I don't remember where I first heard about them, but up there with fiddlehead ferns, ramps seem to be one of those vegetables that only food snobs and redneck locavores seem to know about. Personally, I'd never seen one (a ramp, not a redneck locavore - I'd seen plenty of those at farmers' markets when we lived in Kentucky).
But yesterday a guy at the farmers' market at Crocker Park had them for sale. I think I paid $4 for a bunch of them (scandalous for something he probably ripped out of the woods behind his house the night before*), then I scurried home and did some research to figure out what the heck I was going to do with these things.
The consensus seemed to be that I should fry them in bacon grease along with some combination of potatoes, eggs, and cheese, which is what I ended up doing. While I was getting every pan in the house dirty and creating a cloud of rampy bacon grease in the bedroom (we have weird ventilation in our house), Jason browsed through the recipe I had left open on the laptop, commenting that it was nice that they didn't specify if the "streaked meat" was supposed to be bacon, beef, or that pesky McCoy kid from the next holler over. Ha, ha - your SW Virginia relatives will really appreciate that joke, dear.
Anyhow, the fried potatoes with ramps and cheese were a moderate success.
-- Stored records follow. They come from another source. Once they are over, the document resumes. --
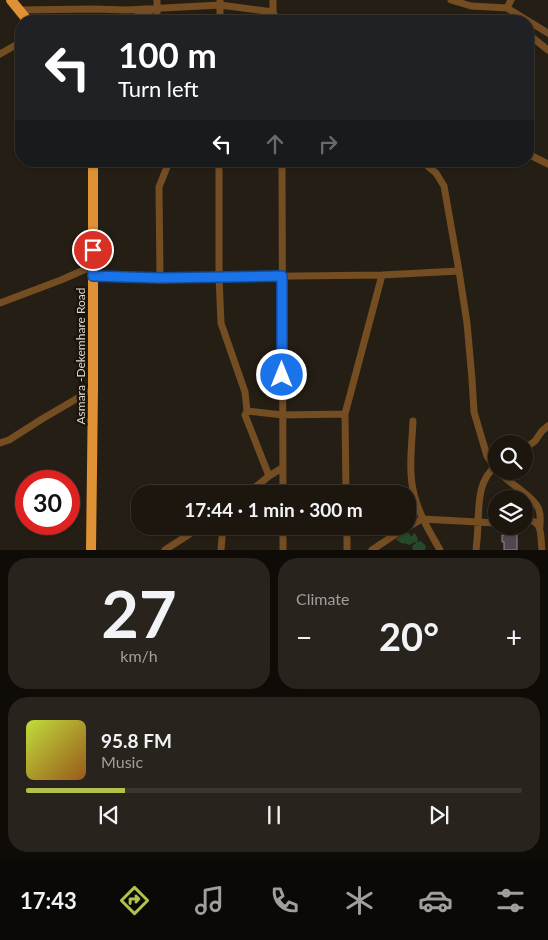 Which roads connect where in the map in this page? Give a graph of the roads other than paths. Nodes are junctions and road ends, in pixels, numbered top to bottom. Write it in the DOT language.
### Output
graph roads {
  1 [pos="11,0"];
  2 [pos="94,0"];
  3 [pos="274,0"];
  4 [pos="451,0"];
  5 [pos="511,0"];
  6 [pos="220,3"];
  7 [pos="157,4"];
  8 [pos="507,8"];
  9 [pos="94,9"];
  10 [pos="19,10"];
  11 [pos="273,12"];
  12 [pos="516,13"];
  13 [pos="23,15"];
  14 [pos="137,15"];
  15 [pos="275,15"];
  16 [pos="519,15"];
  17 [pos="534,24"];
  18 [pos="548,33"];
  19 [pos="534,39"];
  20 [pos="15,45"];
  21 [pos="548,50"];
  22 [pos="0,54"];
  23 [pos="534,157"];
  24 [pos="548,164"];
  25 [pos="93,167"];
  26 [pos="167,167"];
  27 [pos="219,167"];
  28 [pos="282,167"];
  29 [pos="429,167"];
  30 [pos="93,271"];
  31 [pos="459,271"];
  32 [pos="382,275"];
  33 [pos="282,276"];
  34 [pos="219,277"];
  35 [pos="160,278"];
  36 [pos="0,303"];
  37 [pos="93,389"];
  38 [pos="247,411"];
  39 [pos="345,414"];
  40 [pos="283,415"];
  41 [pos="413,421"];
  42 [pos="548,426"];
  43 [pos="0,443"];
  44 [pos="533,443"];
  45 [pos="488,457"];
  46 [pos="282,468"];
  47 [pos="488,475"];
  48 [pos="269,476"];
  49 [pos="508,480"];
  50 [pos="258,485"];
  51 [pos="283,485"];
  52 [pos="346,485"];
  53 [pos="422,519"];
  54 [pos="478,521"];
  55 [pos="533,521"];
  56 [pos="488,522"];
  57 [pos="540,526"];
  58 [pos="188,535"];
  59 [pos="222,535"];
  60 [pos="283,535"];
  61 [pos="347,535"];
  62 [pos="91,550"];
  63 [pos="165,550"];
  64 [pos="221,550"];
  65 [pos="283,550"];
  66 [pos="347,550"];
  67 [pos="372,550"];
  68 [pos="440,550"];
  69 [pos="476,550"];
  70 [pos="542,550"];
  1 -- 10 [label="highway"];
  2 -- 9 [label="street"];
  3 -- 11 [label="street"];
  4 -- 8 [label="street"];
  5 -- 8 [label="street"];
  6 -- 7 [label="street"];
  6 -- 11 [label="street"];
  7 -- 9 [label="street"];
  7 -- 14 [label="street"];
  8 -- 12 [label="street"];
  9 -- 10 [label="street"];
  10 -- 13 [label="highway"];
  11 -- 15 [label="street"];
  12 -- 16 [label="street"];
  17 -- 18 [label="street"];
  19 -- 21 [label="street"];
  20 -- 22 [label="street"];
  23 -- 24 [label="street"];
  25 -- 30 [label="highway, Asmara -Dekemhare Road"];
  26 -- 35 [label="street"];
  27 -- 34 [label="street"];
  28 -- 33 [label="street"];
  29 -- 31 [label="street"];
  30 -- 35 [label="street"];
  30 -- 36 [label="street"];
  30 -- 37 [label="highway, Asmara -Dekemhare Road"];
  31 -- 32 [label="street"];
  31 -- 45 [label="street"];
  32 -- 33 [label="street"];
  32 -- 39 [label="street"];
  33 -- 34 [label="street"];
  33 -- 40 [label="street"];
  34 -- 35 [label="street"];
  34 -- 38 [label="street"];
  37 -- 43 [label="street"];
  37 -- 62 [label="highway, Asmara -Dekemhare Road"];
  38 -- 40 [label="street"];
  38 -- 48 [label="street"];
  39 -- 40 [label="street"];
  39 -- 52 [label="street"];
  40 -- 46 [label="street"];
  41 -- 53 [label="street"];
  42 -- 44 [label="street"];
  46 -- 48 [label="street"];
  46 -- 51 [label="street"];
  47 -- 54 [label="street"];
  48 -- 50 [label="street"];
  49 -- 57 [label="street"];
  53 -- 54 [label="street"];
  53 -- 67 [label="street"];
  53 -- 68 [label="street"];
  54 -- 56 [label="street"];
  54 -- 69 [label="street"];
  55 -- 57 [label="street"];
  57 -- 70 [label="street"];
  58 -- 63 [label="street"];
  59 -- 64 [label="street"];
  60 -- 65 [label="street"];
  61 -- 66 [label="street"];
}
I'm not a big fan of fried sliced potatoes, and the flavor of the ramps wasn't really noticeable - until an hour later, when it made regular recurrences in my throat for the rest of the morning. Urp.
I still had a mess of them left over, so I cooked what had to be the biggest travesty of expensive organic ingredients ever - tacos made with ramps and the first organic ground beef I've ever bought. I know, I know - such a waste to use the ingredients where I couldn't actually taste them, sort of like using $4/half gallon organic milk to make instant pudding or something. But the tacos were good, and I could honestly tell Jason that they came from happy cows - or at least from cows that had been happy right up until they were slaughtered. And the ramps and ground beef were both from Ohio, something I definitely couldn't have said if I'd bought onions and a pack of ground beef at the grocery store instead of the farmers' market.
* Now that I know what they look like, I'm fairly certain that we actually have one or two of these things growing in our front yard. Mixed in with the crocus are a few plants that I always thought were tulips that were too old to bloom anymore - we get the foliage and nothing else. Well, the foliage on ramps is virtually identical to that of tulips - so maybe next year I'll pull one up and fry it up in some rendered Shirtless Redneck Neighbor, just for fun.